2. Description of the Prior Art
The closest prior art of which we are aware is the third embodiment (FIGS.
7-10) of our prior patent, Fogarty et al. No. 4,271,839.
SUMMARY OF THE INVENTION
The catheter of the invention is provided with an annular balloon of
substantial length. The proximal end of this balloon is provided with
radial pleats. The distal end of the balloon is attached to the distal end
of the catheter and is stored in inverted condition within the catheter.
As a pressurized gas or liquid is admitted into the annular space defined
between the balloon and the catheter tube, the distal end of the balloon
is caused to evert from the catheter to thereby cause a depletion of the
pleated condition of the proximal end of the balloon.
DESCRIPTION OF THE DRAWING
FIG. 1 is a view in perspective illustrating an occluded vessel and the
catheter of the invention in proximity to the occlusion.
FIG. 2 is an enlarged view in diametral section of the catheter of FIG. 1.
FIG. 3 is a still further enlarged view in diametral section of that
portion of the catheter containing the pleated proximal end of the
balloon.
FIG. 4 is a view in diametral section of the catheter illustrating the
condition of the balloon when it is being used to dilate an occlusion.

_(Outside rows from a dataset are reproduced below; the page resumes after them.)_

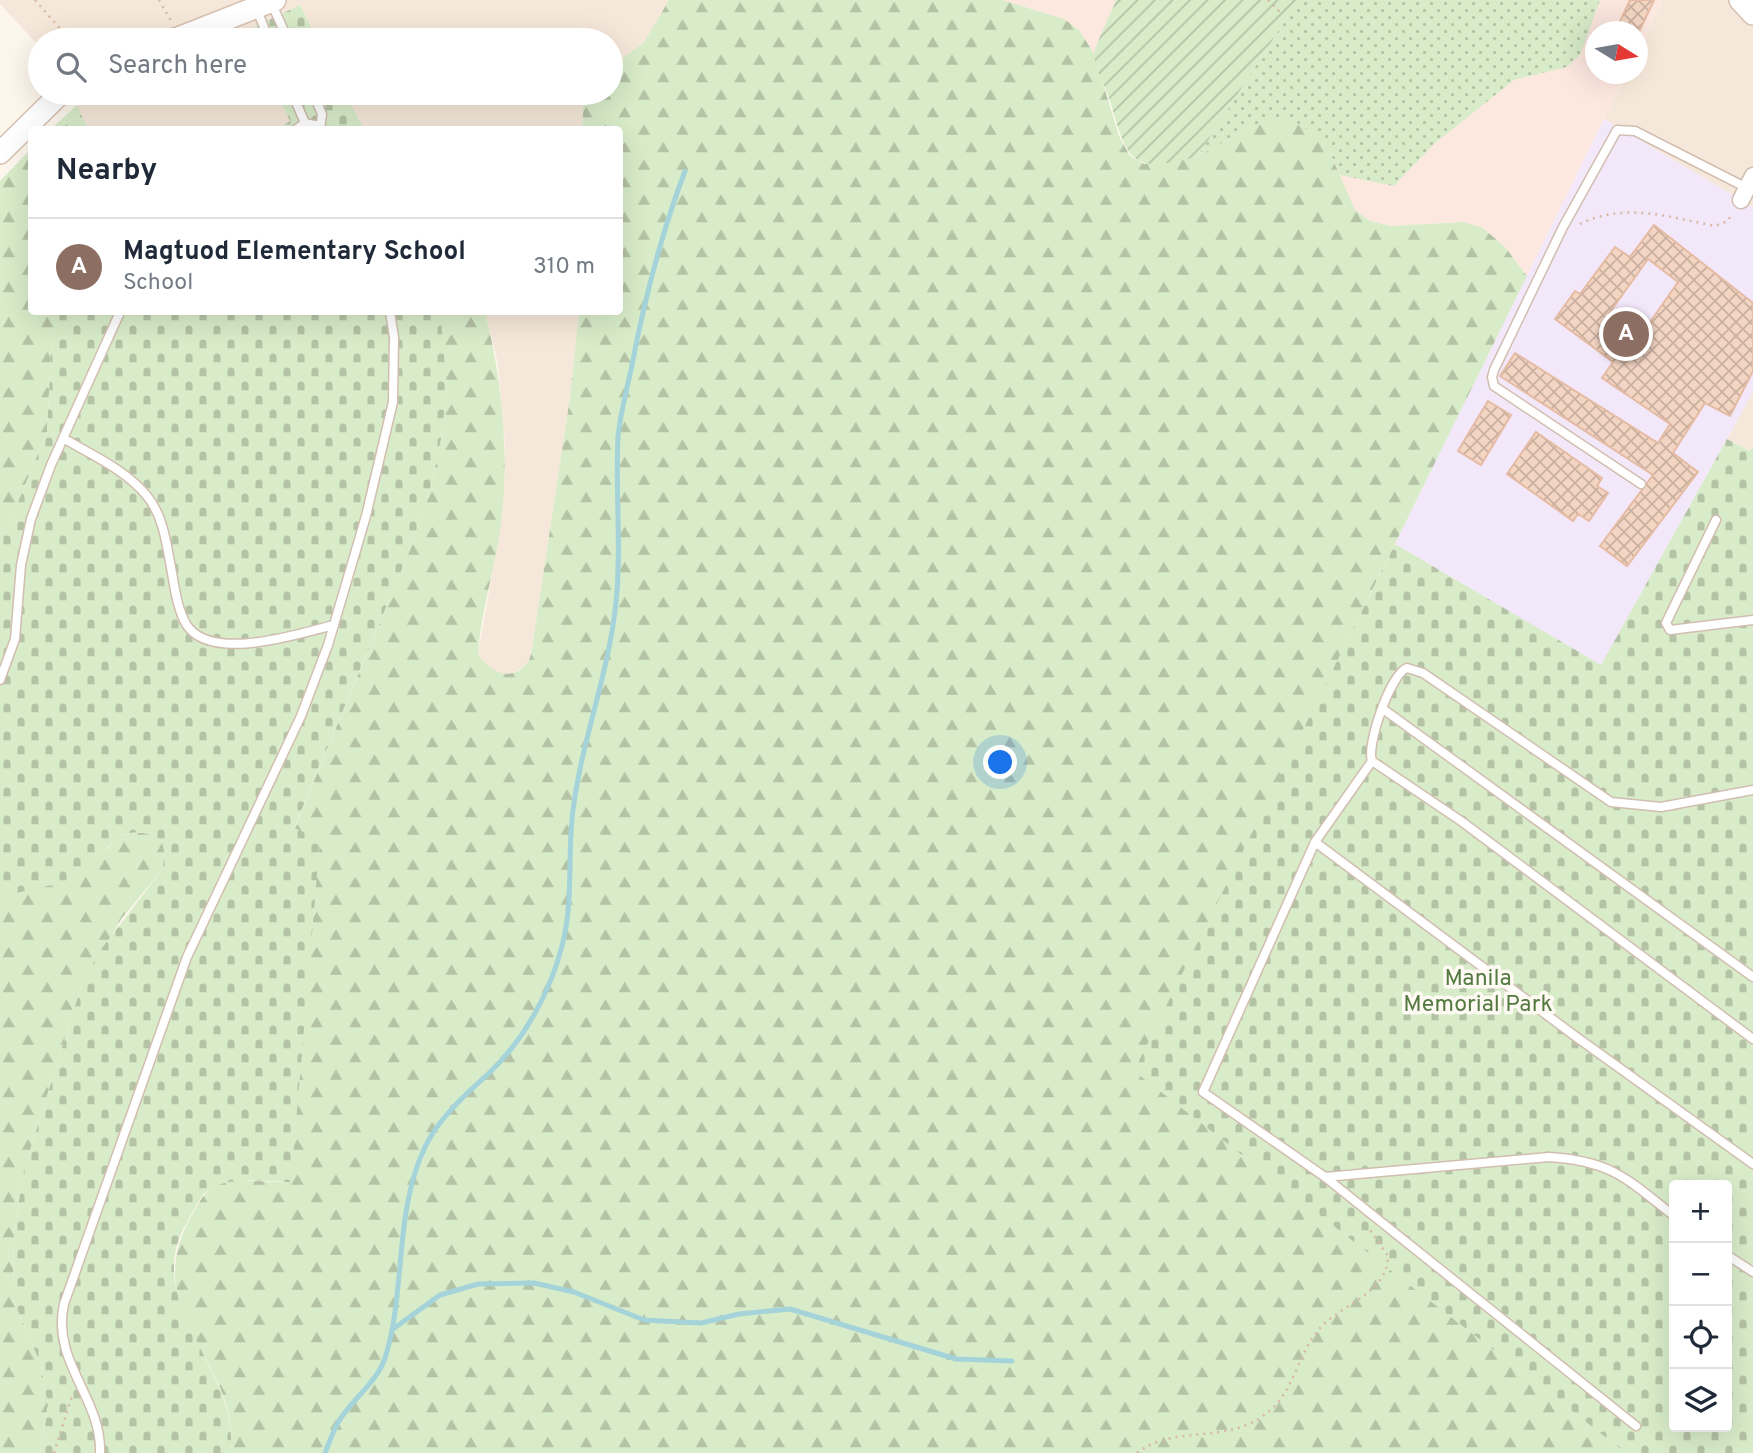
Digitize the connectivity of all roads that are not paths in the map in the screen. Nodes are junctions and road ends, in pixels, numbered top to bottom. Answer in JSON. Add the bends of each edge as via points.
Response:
{"nodes":[{"id":1,"x":1740,"y":0,"type":"edge"},
{"id":2,"x":267,"y":3,"type":"edge"},
{"id":3,"x":1753,"y":14,"type":"edge"},
{"id":4,"x":204,"y":28,"type":"edge"},
{"id":5,"x":268,"y":28,"type":"edge"},
{"id":6,"x":281,"y":28,"type":"edge"},
{"id":7,"x":49,"y":105,"type":"edge"},
{"id":8,"x":297,"y":105,"type":"edge"},
{"id":9,"x":319,"y":105,"type":"edge"},
{"id":10,"x":305,"y":123,"type":"junction"},
{"id":11,"x":301,"y":126,"type":"edge"},
{"id":12,"x":314,"y":126,"type":"edge"},
{"id":13,"x":320,"y":126,"type":"edge"},
{"id":14,"x":0,"y":153,"type":"edge"},
{"id":15,"x":1747,"y":188,"type":"edge"},
{"id":16,"x":119,"y":315,"type":"edge"},
{"id":17,"x":390,"y":315,"type":"edge"},
{"id":18,"x":64,"y":438,"type":"junction"},
{"id":19,"x":1641,"y":484,"type":"dead end"},
{"id":20,"x":1717,"y":520,"type":"dead end"},
{"id":21,"x":1753,"y":620,"type":"edge"},
{"id":22,"x":334,"y":625,"type":"junction"},
{"id":23,"x":0,"y":680,"type":"edge"},
{"id":24,"x":1383,"y":709,"type":"junction"},
{"id":25,"x":1372,"y":761,"type":"junction"},
{"id":26,"x":1753,"y":790,"type":"edge"},
{"id":27,"x":1315,"y":842,"type":"junction"},
{"id":28,"x":1753,"y":977,"type":"edge"},
{"id":29,"x":1753,"y":1039,"type":"edge"},
{"id":30,"x":1753,"y":1164,"type":"edge"},
{"id":31,"x":1325,"y":1177,"type":"junction"},
{"id":32,"x":1669,"y":1212,"type":"edge"},
{"id":33,"x":1732,"y":1258,"type":"edge"},
{"id":34,"x":1753,"y":1272,"type":"edge"},
{"id":35,"x":1636,"y":1426,"type":"dead end"},
{"id":36,"x":100,"y":1453,"type":"edge"}],
"edges":[{"from":1,"to":3,"type":"main road"},
{"from":2,"to":4,"type":"main road"},
{"from":2,"to":5,"type":"lane"},
{"from":2,"to":6,"type":"lane"},
{"from":7,"to":14,"type":"main road"},
{"from":8,"to":10,"type":"lane"},
{"from":9,"to":13,"type":"lane","via":[[323,114]]},
{"from":10,"to":11,"type":"lane"},
{"from":10,"to":12,"type":"lane"},
{"from":15,"to":19,"type":"lane","via":[[1635,131],[1617,130],[1494,370],[1492,383]]},
{"from":16,"to":18,"type":"lane"},
{"from":17,"to":22,"type":"lane","via":[[393,402]]},
{"from":18,"to":22,"type":"lane","via":[[123,474],[148,497],[164,532],[177,600],[199,639],[229,645]]},
{"from":18,"to":23,"type":"lane","via":[[31,519],[15,639]]},
{"from":20,"to":21,"type":"lane","via":[[1666,623],[1670,630]]},
{"from":22,"to":36,"type":"lane","via":[[301,716],[187,957],[64,1304],[62,1344],[95,1420]]},
{"from":24,"to":25,"type":"lane","via":[[1372,736]]},
{"from":24,"to":26,"type":"lane","via":[[1397,674],[1415,670],[1611,802],[1661,807]]},
{"from":24,"to":28,"type":"lane"},
{"from":25,"to":27,"type":"lane"},
{"from":25,"to":29,"type":"lane","via":[[1461,821]]},
{"from":27,"to":30,"type":"lane"},
{"from":27,"to":31,"type":"lane","via":[[1203,1092]]},
{"from":31,"to":32,"type":"lane","via":[[1549,1157],[1580,1159],[1615,1170]]},
{"from":31,"to":35,"type":"lane"},
{"from":33,"to":34,"type":"lane"}]}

FIG. 5 is a view in elevation of a distal end of a catheter according to
the invention, showing the distal end of the catheter as being provided
with a preformed bend.
DESCRIPTION OF THE PREFERRED EMBODIMENT
FIG. 1 illustrates a blood vessel 10 partially occluded by an occlusion 12.
The catheter comprises a catheter body 14, a catheter housing 16 to which
the body 14 is fixedly connected, a balloon inflation port 18, a fluid
syringe 20 in feed relation to port 18, an open-ended tube 22 fixedly
positioned within the housing 16 and defining with the interior of the
latter an annular storage chamber 24, and an annular, elongated balloon 26
having a dilating portion 28 and a connecting portion 30, the latter being
provided with a multi-pleated proximal portion 32 which is laid up about
the tube 22 within chamber 24. The end 34 of the pleated portion 32 of the
balloon is bonded or otherwise fixedly attached to the tube 22 which is in
turn fixedly attached to the housing 16. The housing 16 is provided with
an annular constriction 36 which serves to retain the pleated portion of
the balloon in storage condition about tube 22.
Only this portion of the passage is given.